US President Donald Trump supports efforts to improve federal background checks for gun purchases, the White House said, days after a shooting at a Florida school killed 17 people.
Trump spoke to Republican Senator John Cornyn on Friday about a bipartisan bill that he and Democratic Senator Chris Murphy introduced to improve federal compliance with criminal background checks, White House spokeswoman Sarah Sanders said.
She noted that the president was "supportive" of efforts to improve the federal background check system.
Local students, using the hashtag #NeverAgain on social media, are mobilizing around the country in favor of stronger gun laws after Wednesday's tragedy at Florida’s Marjory Stoneman Douglas High School.
People gather in front of the fence of the school to commemorate the victims of a shooting, in Parkland, Florida, Feb. 19, 2018. （Photos: VCG)
The suspect, Nikolas Cruz, returned to court for one of two hearings on Monday.

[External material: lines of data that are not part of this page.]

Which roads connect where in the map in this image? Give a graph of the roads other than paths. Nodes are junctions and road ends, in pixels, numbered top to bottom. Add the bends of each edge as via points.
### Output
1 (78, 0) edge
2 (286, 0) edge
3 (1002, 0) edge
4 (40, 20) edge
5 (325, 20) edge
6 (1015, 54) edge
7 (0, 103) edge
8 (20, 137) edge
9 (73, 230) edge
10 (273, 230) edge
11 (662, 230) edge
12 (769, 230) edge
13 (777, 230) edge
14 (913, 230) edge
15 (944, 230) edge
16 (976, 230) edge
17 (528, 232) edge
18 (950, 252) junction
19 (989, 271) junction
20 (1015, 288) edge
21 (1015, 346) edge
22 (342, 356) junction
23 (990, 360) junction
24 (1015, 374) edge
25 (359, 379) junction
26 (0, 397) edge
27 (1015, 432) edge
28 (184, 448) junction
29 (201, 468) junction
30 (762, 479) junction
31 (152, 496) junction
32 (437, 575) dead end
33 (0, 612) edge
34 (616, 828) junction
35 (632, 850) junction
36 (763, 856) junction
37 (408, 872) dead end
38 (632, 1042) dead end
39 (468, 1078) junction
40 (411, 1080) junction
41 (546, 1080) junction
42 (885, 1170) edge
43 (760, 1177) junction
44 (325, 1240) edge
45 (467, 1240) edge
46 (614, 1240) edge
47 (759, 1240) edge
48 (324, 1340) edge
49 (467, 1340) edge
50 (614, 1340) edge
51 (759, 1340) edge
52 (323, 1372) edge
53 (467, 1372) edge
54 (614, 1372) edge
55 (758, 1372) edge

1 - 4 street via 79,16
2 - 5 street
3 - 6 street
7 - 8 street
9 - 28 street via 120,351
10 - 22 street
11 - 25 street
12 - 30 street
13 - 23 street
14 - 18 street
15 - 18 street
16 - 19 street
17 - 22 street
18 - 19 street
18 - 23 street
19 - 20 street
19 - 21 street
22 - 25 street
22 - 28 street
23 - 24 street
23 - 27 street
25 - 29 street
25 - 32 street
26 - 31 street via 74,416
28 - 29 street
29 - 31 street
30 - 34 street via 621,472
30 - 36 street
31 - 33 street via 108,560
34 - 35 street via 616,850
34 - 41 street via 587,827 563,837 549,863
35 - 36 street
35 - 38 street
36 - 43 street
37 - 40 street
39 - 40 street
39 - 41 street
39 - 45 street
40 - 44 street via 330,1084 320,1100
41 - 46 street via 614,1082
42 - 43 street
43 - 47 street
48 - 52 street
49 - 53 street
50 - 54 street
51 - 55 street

With his head bowed, hands shackled to his waist and wearing a red, jail-issued jumpsuit, the 19-year-old showed no emotion during the first procedural session.
The hearing ended with Broward Circuit Court Judge Elizabeth Scherer ruling that a defense motion filed last week remain sealed from public view.

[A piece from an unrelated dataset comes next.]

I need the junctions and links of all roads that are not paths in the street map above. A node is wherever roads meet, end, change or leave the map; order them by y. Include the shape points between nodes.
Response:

In the second hearing, the judge ordered the release of parts of a mental health assessment of Cruz by the Florida Department of Children and Families in November 2016. Cruz was absent from the second session.
He is facing 17 counts of premeditated murder.
What changes have the Congress proposed?
Previous mass shootings in the US have stirred outrage and calls for action to tighten US gun laws. But people hear few results from the Congress.
Many Republicans generally oppose measures to tighten gun restrictions, citing the US Constitution’s Second Amendment protection of the right to bear arms.
Senator John Cornyn (2nd L)
Former President Barack Obama and many of his fellow Democrats unsuccessfully pushed to pass gun control legislation after a gunman killed 20 children and six adults at an elementary School in Newtown, Connecticut, in 2012.
Last November, after a gunman killed over two dozens in a church in Texas, Cornyn and Murphy introduced their bill to improve federal background checks.
The bill, called the Fix NICS Act, would ensure that states and federal agencies comply with existing law on reporting criminal history records to the national background check system.
Cornyn, of Texas, had complained when introducing the legislation that compliance by agencies was “lousy.”
What has Trump said?
Trump is scheduled to host a “listening session” with high school students and teachers on Wednesday.
Dozens of high school students protested in front of the White House on Monday, chanting “We want safe schools!” and “Hey! Hey! NRA how many kids did you kill today?”
Trump is a strong supporter of gun rights and won the endorsement of the National Rifle Association, the powerful gun lobby group, for his 2016 presidential campaign.
He angered some students by suggesting in a tweet on Saturday that the FBI had missed signs that the school shooter was troubled because it was distracted by its investigation into Russian meddling in the 2016 election.
The FBI has acknowledged it failed to act on a tip flagging concerns about the suspect, Nikolas Cruz.
What do students want?
Students are planning a “March For Our Lives” in Washington on March 24 to call attention to school safety and ask lawmakers to enact gun control.
Some students reacted with caution to Trump’s support on background checks.
Students protest against gun violence outside of the White House just days after 17 people were killed in a shooting at a south Florida high school, Feb. 19, 2018.
"We want to prevent mass shootings from happening and while this could have happened with other types of weapons, NeverAgain believes school safety should be priority right now, not just background checks,” said Marjory Stoneman Douglas High School student Kali Clougherty, referring to a campaign for gun control.
“This is about the victims. Don’t forget that. We never will.”